__Task requirements__
Copy exactly the lines from the beginning of the data down to and including the line holding "I need the junctions", without any pictures.
##### Data
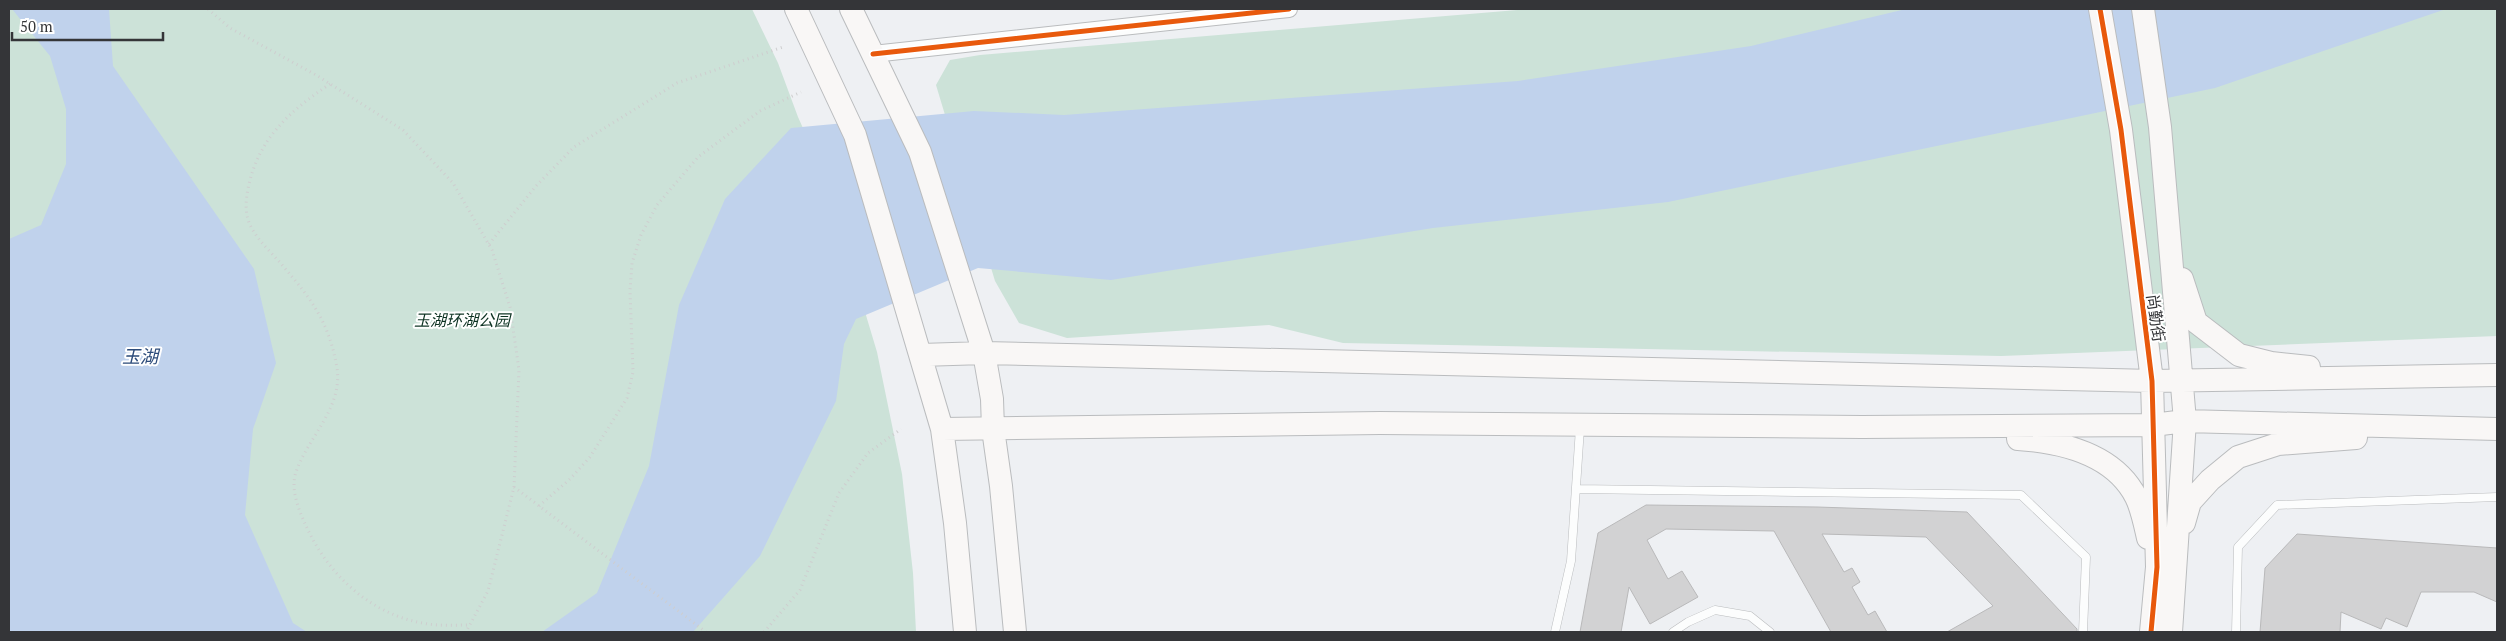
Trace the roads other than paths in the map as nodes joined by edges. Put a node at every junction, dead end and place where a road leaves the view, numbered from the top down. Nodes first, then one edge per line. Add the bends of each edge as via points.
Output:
1 (796, 9) edge
2 (851, 9) edge
3 (1289, 9) edge
4 (2100, 9) edge
5 (2143, 9) edge
6 (1175, 14) edge
7 (873, 54) junction
8 (2172, 249) junction
9 (984, 353) junction
10 (921, 355) junction
11 (2491, 376) edge
12 (2152, 381) junction
13 (2180, 381) junction
14 (2185, 421) junction
15 (2153, 425) junction
16 (1580, 426) junction
17 (1862, 427) junction
18 (942, 429) junction
19 (993, 429) junction
20 (2492, 429) edge
21 (1576, 489) junction
22 (2497, 498) edge
23 (2166, 561) junction
24 (965, 632) edge
25 (1014, 632) edge
26 (1555, 632) edge
27 (1673, 632) edge
28 (1770, 632) edge
29 (2083, 632) edge
30 (2151, 632) edge
31 (2171, 632) edge
32 (2236, 632) edge

1 - 10 main road via 855,135
2 - 7 main road
3 - 6 street
4 - 12 main road, 尚勤街 via 2121,130
5 - 8 main road, 尚勤街 via 2160,127
6 - 7 street
7 - 9 main road via 920,152
8 - 11 main road via 2196,322 2239,355 2271,363 2326,369
8 - 13 main road, 尚勤街
9 - 10 main road
9 - 12 main road
9 - 19 main road via 992,399
10 - 18 main road
11 - 13 main road
12 - 13 main road
12 - 15 main road, 尚勤街
13 - 14 main road, 尚勤街
14 - 15 main road
14 - 20 main road
14 - 23 main road, 尚勤街
15 - 17 main road
15 - 23 main road, 尚勤街
16 - 17 main road
16 - 19 main road via 1380,423
16 - 21 lane
17 - 23 main road via 2046,441 2092,455 2121,474
18 - 19 main road
18 - 24 main road
19 - 25 main road
20 - 23 main road via 2278,444 2238,458 2210,480 2190,502
21 - 26 lane via 1571,562
21 - 29 lane via 2021,495 2086,557
22 - 32 lane via 2278,505 2238,547
23 - 30 main road, 尚勤街
23 - 31 main road, 尚勤街
27 - 28 lane via 1715,610 1750,616

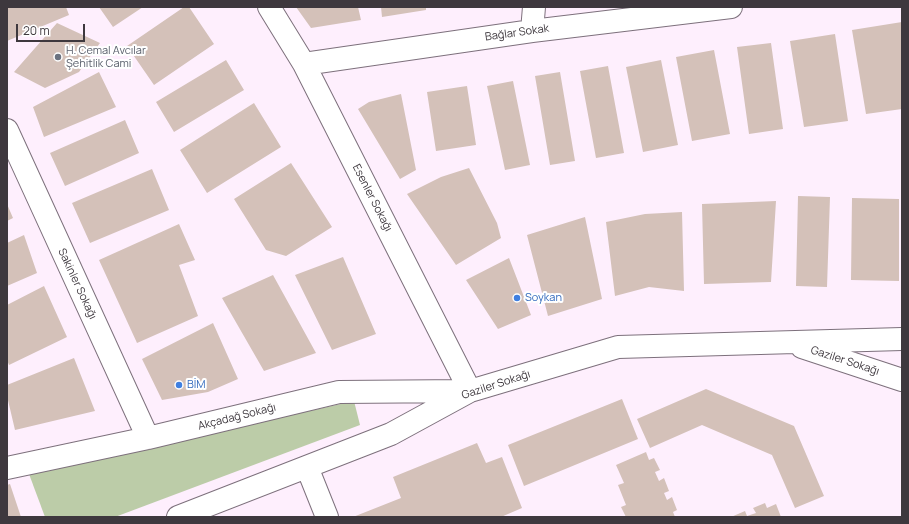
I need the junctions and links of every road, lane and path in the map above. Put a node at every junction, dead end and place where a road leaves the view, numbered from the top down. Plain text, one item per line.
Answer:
1 (269, 7) edge
2 (534, 7) edge
3 (731, 7) edge
4 (532, 31) junction
5 (304, 64) junction
6 (9, 141) edge
7 (902, 339) edge
8 (787, 343) junction
9 (902, 380) edge
10 (470, 392) junction
11 (148, 438) junction
12 (307, 467) junction
13 (7, 468) edge
14 (178, 517) edge
15 (327, 517) edge

1 - 5 street, Esenler Sokağı
2 - 4 street
3 - 4 street, Bağlar Sokak
4 - 5 street, Bağlar Sokak
5 - 10 street, Esenler Sokağı
6 - 11 street, Sakinler Sokağı
7 - 8 street, Gaziler Sokağı
8 - 9 street, Gaziler Sokağı
8 - 10 street, Gaziler Sokağı
10 - 11 street, Akçadağ Sokağı
10 - 12 street, Gaziler Sokağı
11 - 13 street, Akçadağ Sokağı
12 - 14 street, Gaziler Sokağı
12 - 15 street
##########
__Problem solution__
Trace the roads other than paths in the map as nodes joined by edges. Put a node at every junction, dead end and place where a road leaves the view, numbered from the top down. Nodes first, then one edge per line. Add the bends of each edge as via points.
Output:
1 (796, 9) edge
2 (851, 9) edge
3 (1289, 9) edge
4 (2100, 9) edge
5 (2143, 9) edge
6 (1175, 14) edge
7 (873, 54) junction
8 (2172, 249) junction
9 (984, 353) junction
10 (921, 355) junction
11 (2491, 376) edge
12 (2152, 381) junction
13 (2180, 381) junction
14 (2185, 421) junction
15 (2153, 425) junction
16 (1580, 426) junction
17 (1862, 427) junction
18 (942, 429) junction
19 (993, 429) junction
20 (2492, 429) edge
21 (1576, 489) junction
22 (2497, 498) edge
23 (2166, 561) junction
24 (965, 632) edge
25 (1014, 632) edge
26 (1555, 632) edge
27 (1673, 632) edge
28 (1770, 632) edge
29 (2083, 632) edge
30 (2151, 632) edge
31 (2171, 632) edge
32 (2236, 632) edge

1 - 10 main road via 855,135
2 - 7 main road
3 - 6 street
4 - 12 main road, 尚勤街 via 2121,130
5 - 8 main road, 尚勤街 via 2160,127
6 - 7 street
7 - 9 main road via 920,152
8 - 11 main road via 2196,322 2239,355 2271,363 2326,369
8 - 13 main road, 尚勤街
9 - 10 main road
9 - 12 main road
9 - 19 main road via 992,399
10 - 18 main road
11 - 13 main road
12 - 13 main road
12 - 15 main road, 尚勤街
13 - 14 main road, 尚勤街
14 - 15 main road
14 - 20 main road
14 - 23 main road, 尚勤街
15 - 17 main road
15 - 23 main road, 尚勤街
16 - 17 main road
16 - 19 main road via 1380,423
16 - 21 lane
17 - 23 main road via 2046,441 2092,455 2121,474
18 - 19 main road
18 - 24 main road
19 - 25 main road
20 - 23 main road via 2278,444 2238,458 2210,480 2190,502
21 - 26 lane via 1571,562
21 - 29 lane via 2021,495 2086,557
22 - 32 lane via 2278,505 2238,547
23 - 30 main road, 尚勤街
23 - 31 main road, 尚勤街
27 - 28 lane via 1715,610 1750,616

I need the junctions and links of every road, lane and path in the map above. Put a node at every junction, dead end and place where a road leaves the view, numbered from the top down. Plain text, one item per line.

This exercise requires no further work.